L'auteur indique que la politique de nettoyage ethnique, de génocide et d'agression menée délibérément par les nationalistes arméniens contre les Azerbaïdjanais au cours des deux derniers siècles coïncide avec les périodes les plus douloureuses de l'histoire azerbaïdjanaise plein de tragédies, y compris d'événements sanglants. Cette politique nationaliste et chauvine n'avait qu'un seul but : déporter les Azerbaïdjanais de leur terre natale et réaliser leur rêve d'une Grande Arménie sur les territoires historiques de l'Azerbaïdjan.

Il est noté que l'installation de la population arménienne en provenance de Turquie et d'Iran dans la partie montagneuse du Haut-Karabagh de l'Azerbaïdjan, ayant une grande importance stratégique, a commencé au début du XIXe siècle. En conséquence, depuis le début du XXe siècle, les nationalistes arméniens ont élargi leurs activités afin de réaliser leur rêve d'une Grande Arménie et commencé à mettre en œuvre leur politique de purification ethnique et de génocide, en expulsant les Azerbaïdjanais de leurs terres historiques.

Selon les sources historiques, suite à la politique d'agression des nationalistes arméniens, au XXe siècle, les Azerbaïdjanais ont subi 4 fois – en 1905-1906, 1918-1920, 1948-1953 et 1988-1993, des génocides et des nettoyages ethniques commis par les nationalistes arméniens. Des milliers d'Azerbaïdjanais ont été brutalement tués en 1918-1920 suite aux massacres perpétrés par les Arméniens à Bakou, Gouba, Chamakhy, Kurdamir, Lankaran, dans les provinces de Choucha et Irevan, ainsi qu'à Zenguézour, Nakhitchevan, Cherour, Ordoubad et Kars.
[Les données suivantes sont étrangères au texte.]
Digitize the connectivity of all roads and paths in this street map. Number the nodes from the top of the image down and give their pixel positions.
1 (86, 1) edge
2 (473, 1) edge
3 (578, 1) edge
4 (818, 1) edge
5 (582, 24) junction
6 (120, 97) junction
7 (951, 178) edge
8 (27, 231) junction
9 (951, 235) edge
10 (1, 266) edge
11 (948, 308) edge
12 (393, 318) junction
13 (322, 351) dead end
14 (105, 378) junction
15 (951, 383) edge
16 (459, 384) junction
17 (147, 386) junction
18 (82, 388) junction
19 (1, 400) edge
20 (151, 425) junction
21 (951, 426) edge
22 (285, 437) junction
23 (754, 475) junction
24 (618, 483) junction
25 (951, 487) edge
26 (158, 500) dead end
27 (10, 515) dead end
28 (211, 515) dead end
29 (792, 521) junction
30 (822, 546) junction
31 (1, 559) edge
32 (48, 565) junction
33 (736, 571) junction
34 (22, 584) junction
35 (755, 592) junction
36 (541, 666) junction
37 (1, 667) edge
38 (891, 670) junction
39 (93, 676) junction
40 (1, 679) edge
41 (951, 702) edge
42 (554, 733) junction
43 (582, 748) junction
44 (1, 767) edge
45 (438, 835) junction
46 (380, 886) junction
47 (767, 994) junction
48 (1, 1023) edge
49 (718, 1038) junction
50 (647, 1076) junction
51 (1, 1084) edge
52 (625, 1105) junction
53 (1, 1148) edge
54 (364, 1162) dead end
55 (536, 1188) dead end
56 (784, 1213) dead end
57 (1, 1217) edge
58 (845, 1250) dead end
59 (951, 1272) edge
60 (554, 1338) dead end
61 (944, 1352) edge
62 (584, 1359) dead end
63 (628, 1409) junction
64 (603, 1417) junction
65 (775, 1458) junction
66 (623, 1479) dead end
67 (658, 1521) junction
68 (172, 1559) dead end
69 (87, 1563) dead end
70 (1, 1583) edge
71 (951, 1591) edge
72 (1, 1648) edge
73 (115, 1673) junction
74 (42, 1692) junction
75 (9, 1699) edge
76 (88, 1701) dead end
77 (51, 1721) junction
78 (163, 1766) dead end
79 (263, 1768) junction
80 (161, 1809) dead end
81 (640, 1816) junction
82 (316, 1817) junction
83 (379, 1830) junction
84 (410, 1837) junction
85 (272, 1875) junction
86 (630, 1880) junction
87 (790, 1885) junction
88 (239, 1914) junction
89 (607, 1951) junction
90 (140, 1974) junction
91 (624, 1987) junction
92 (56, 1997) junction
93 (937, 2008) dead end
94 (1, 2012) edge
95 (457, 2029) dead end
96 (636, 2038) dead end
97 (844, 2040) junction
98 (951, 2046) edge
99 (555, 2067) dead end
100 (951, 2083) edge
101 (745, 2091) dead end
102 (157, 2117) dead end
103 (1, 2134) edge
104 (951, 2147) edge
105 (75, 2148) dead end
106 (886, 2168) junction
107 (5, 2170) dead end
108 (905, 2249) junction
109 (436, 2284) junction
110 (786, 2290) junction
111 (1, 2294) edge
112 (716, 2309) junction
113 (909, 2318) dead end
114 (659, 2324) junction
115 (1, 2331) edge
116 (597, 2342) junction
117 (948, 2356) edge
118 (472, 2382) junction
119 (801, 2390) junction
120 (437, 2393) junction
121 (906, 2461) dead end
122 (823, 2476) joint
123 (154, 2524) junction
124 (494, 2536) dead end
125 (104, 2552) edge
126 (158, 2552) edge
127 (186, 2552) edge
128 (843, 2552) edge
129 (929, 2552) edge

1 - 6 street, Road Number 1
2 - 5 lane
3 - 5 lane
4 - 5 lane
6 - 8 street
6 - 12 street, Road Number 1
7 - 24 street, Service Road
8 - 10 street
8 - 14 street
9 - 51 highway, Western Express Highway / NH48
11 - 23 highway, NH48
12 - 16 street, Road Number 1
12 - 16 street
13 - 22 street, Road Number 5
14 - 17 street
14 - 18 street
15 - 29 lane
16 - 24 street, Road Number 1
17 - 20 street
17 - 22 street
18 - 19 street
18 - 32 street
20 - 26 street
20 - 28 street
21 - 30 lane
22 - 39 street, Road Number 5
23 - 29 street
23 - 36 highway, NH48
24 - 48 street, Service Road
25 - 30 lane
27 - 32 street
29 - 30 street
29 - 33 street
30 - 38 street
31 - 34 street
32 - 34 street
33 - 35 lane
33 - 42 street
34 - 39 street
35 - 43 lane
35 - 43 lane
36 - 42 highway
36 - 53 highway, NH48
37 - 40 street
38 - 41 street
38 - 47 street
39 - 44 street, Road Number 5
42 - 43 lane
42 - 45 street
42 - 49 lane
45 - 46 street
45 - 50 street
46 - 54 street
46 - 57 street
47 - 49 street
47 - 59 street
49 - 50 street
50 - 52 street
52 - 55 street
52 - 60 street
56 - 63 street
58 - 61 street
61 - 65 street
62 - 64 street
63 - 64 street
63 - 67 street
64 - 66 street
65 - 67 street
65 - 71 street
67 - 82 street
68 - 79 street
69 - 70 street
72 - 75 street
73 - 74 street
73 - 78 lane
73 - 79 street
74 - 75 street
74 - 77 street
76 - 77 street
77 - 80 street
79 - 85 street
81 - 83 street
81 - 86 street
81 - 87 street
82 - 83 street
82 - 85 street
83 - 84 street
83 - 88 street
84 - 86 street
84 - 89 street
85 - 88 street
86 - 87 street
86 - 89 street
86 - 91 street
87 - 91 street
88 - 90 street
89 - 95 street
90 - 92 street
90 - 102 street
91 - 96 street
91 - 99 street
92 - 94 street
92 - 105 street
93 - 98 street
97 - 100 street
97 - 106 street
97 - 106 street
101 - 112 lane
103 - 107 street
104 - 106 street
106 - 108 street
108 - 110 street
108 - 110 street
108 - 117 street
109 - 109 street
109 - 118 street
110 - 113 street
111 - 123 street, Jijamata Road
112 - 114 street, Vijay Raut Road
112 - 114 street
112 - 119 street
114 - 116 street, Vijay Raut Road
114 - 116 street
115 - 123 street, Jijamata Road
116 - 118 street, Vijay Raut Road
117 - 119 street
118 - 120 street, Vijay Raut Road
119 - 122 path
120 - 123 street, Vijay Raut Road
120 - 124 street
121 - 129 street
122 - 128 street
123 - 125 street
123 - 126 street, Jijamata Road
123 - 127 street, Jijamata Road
Le professeur Ali Hassanov souligne qu'en 1923 les Arméniens installés dans la partie montagneuse de la région du Karabagh de l'Azerbaïdjan depuis le XIXe siècle ont reçu le statut de province autonome. Ce qui fut un outil pour les futures allégations territoriales des Arméniens contre l'Azerbaïdjan.

L'auteur écrit que les revendications territoriales sur le Karabagh ont été émises de l'extérieur, notamment sous la pression de l'Arménie. Dans la deuxième moitié des années 80 du XXe siècle, à l'aide de leurs protecteurs étrangers, les Arméniens ont émis de nouveau des revendications territoriales sur la région du Haut-Karabagh de l'Azerbaïdjan. En conséquence, la République d'Arménie, qui a réussi à créer un Etat mono ethnique en 1988-1993, a mené une politique d'agression contre l'Azerbaïdjan, des civiles ont été tués, des cités détruites, pillées et incendiées.

L'historien déclare que la politique d'agression que mènent les Arméniens a toujours été accompagnée de massacres. Car, en 1988-1993, plus de 20 mille Azerbaïdjanais ont été tués, plus de 100 mille blessés, environ 50 mille personnes sont devenues handicapées suite à l'agression militaire de l'Arménie. La dernière et le régime séparatiste établi sur le territoire occupés ont également perpétré de plusieurs actes terroristes (dans le métro de Bakou, les bus, les trains etc.) suite auxquels 1200 personnes ont perdu la vie, 1705 personnes ont été blessées. A présent, 20% du territoire de l'Azerbaïdjan demeure sous l'occupation arménienne.

Une solution juste au conflit et la libération des territoires occupés ont été fixées comme l'une des priorités de la politique étrangère de l'Azerbaïdjan. L'Arménie est reconnue comme pays agresseur dans de nombreux documents des organisations internationales.

Ali Hassanov indique par ailleurs que le génocide de Khodjaly, commis par les Arméniens vers la fin du XXe siècle, est l'un des plus graves crimes contre l'humanité.

Cet article révèle et dénonce la politique de terrorisme de l'Arménie.